State how many lines of the data contain the word "Minas", and write nothing besides the number.
---------- Excerpted data
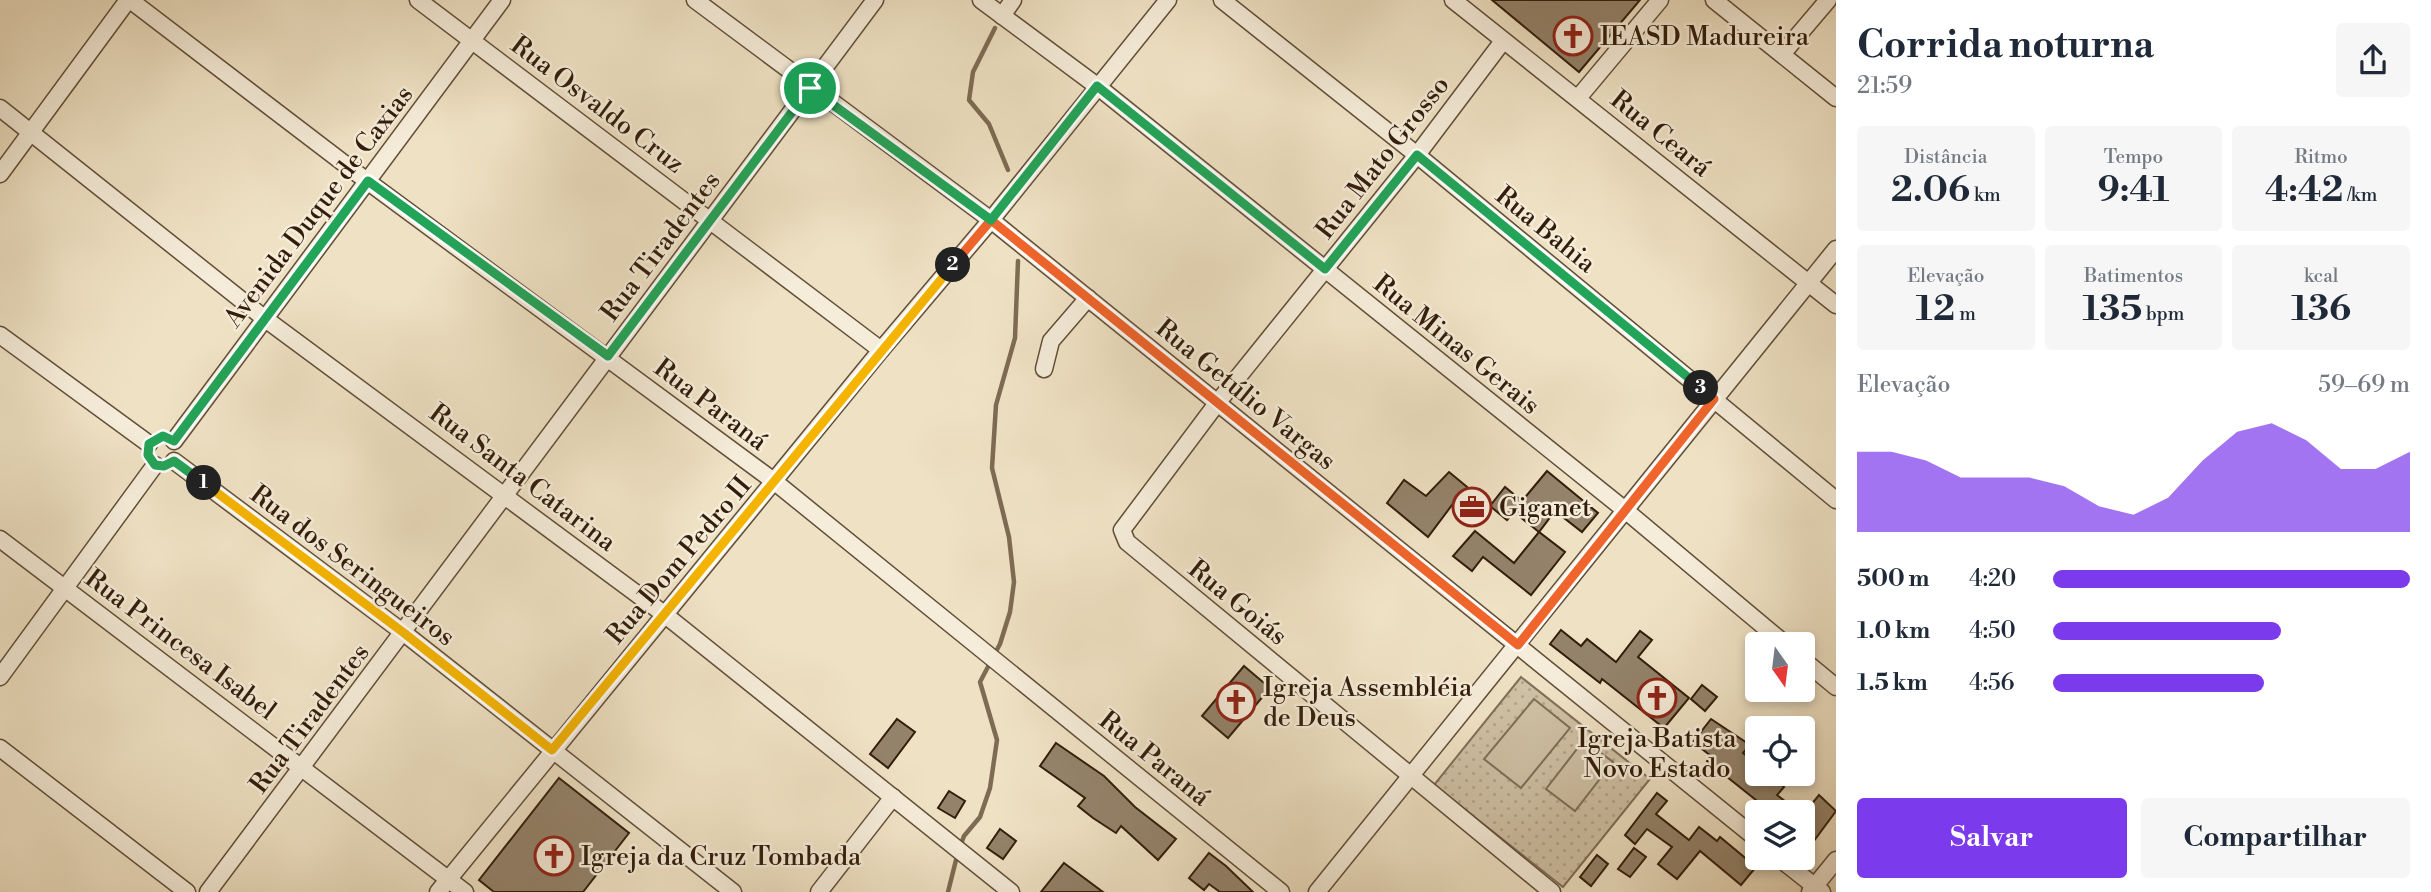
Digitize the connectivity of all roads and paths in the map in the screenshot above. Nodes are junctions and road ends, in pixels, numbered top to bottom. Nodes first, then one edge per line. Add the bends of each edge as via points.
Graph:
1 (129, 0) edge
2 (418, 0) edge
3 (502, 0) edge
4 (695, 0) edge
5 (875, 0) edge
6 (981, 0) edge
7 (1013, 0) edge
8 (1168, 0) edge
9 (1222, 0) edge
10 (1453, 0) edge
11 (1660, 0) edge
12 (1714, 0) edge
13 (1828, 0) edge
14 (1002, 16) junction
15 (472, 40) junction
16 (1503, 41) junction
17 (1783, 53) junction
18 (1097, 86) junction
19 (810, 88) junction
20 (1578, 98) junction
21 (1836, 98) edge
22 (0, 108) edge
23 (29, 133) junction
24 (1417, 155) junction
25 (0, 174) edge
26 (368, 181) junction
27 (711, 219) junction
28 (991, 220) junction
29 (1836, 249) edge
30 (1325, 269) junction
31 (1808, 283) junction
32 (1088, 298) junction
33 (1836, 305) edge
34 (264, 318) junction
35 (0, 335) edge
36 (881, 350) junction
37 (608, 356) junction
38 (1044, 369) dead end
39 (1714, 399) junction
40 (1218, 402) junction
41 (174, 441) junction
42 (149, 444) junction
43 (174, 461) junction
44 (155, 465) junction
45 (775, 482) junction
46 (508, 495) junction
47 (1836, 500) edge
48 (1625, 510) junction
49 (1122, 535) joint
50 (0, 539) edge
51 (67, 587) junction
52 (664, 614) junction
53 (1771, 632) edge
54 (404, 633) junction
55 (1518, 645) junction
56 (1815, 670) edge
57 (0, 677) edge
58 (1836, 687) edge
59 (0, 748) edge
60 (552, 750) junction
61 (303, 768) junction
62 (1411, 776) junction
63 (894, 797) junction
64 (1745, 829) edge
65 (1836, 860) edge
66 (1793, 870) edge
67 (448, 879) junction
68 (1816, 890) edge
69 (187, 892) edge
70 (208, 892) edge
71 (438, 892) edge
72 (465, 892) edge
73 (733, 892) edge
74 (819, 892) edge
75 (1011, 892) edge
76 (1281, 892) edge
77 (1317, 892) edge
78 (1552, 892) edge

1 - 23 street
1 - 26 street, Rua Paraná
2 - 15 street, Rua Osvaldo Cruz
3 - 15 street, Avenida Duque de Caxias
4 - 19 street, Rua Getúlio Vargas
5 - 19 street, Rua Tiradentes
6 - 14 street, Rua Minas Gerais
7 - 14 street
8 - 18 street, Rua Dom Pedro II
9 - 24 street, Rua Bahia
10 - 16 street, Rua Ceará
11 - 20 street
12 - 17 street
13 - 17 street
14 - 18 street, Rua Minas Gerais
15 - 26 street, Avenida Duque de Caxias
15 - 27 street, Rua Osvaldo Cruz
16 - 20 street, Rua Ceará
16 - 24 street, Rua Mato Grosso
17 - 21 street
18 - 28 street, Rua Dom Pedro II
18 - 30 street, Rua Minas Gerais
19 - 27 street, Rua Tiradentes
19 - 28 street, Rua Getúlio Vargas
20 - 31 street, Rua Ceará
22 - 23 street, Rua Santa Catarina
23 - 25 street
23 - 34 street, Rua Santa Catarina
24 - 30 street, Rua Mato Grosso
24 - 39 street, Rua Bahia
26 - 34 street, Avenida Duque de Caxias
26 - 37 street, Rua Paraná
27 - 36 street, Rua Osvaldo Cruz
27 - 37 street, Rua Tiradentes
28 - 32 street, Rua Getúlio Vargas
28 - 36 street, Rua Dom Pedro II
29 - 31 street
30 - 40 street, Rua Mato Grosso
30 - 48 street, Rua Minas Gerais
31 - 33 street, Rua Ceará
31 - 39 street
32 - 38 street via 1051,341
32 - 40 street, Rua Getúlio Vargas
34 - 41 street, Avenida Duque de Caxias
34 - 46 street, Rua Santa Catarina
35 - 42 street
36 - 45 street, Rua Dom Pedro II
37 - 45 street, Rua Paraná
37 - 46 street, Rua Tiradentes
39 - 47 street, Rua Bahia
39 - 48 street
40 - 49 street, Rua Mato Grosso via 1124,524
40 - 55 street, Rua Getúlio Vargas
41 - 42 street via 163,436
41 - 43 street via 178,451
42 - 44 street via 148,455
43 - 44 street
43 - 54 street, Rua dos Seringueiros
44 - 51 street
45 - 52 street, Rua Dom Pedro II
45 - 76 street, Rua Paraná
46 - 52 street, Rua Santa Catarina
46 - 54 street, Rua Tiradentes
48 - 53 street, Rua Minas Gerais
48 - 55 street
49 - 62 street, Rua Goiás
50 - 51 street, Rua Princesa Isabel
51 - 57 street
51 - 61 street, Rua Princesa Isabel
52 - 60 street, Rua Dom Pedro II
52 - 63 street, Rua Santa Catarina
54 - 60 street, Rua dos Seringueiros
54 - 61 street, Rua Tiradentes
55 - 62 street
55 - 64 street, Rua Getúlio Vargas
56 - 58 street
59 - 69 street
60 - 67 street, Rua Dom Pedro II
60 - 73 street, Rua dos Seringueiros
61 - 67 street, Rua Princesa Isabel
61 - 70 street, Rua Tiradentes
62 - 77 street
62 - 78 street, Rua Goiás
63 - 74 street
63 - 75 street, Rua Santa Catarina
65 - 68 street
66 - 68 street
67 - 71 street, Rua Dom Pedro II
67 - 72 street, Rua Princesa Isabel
--------------------
**Exercise output:** 5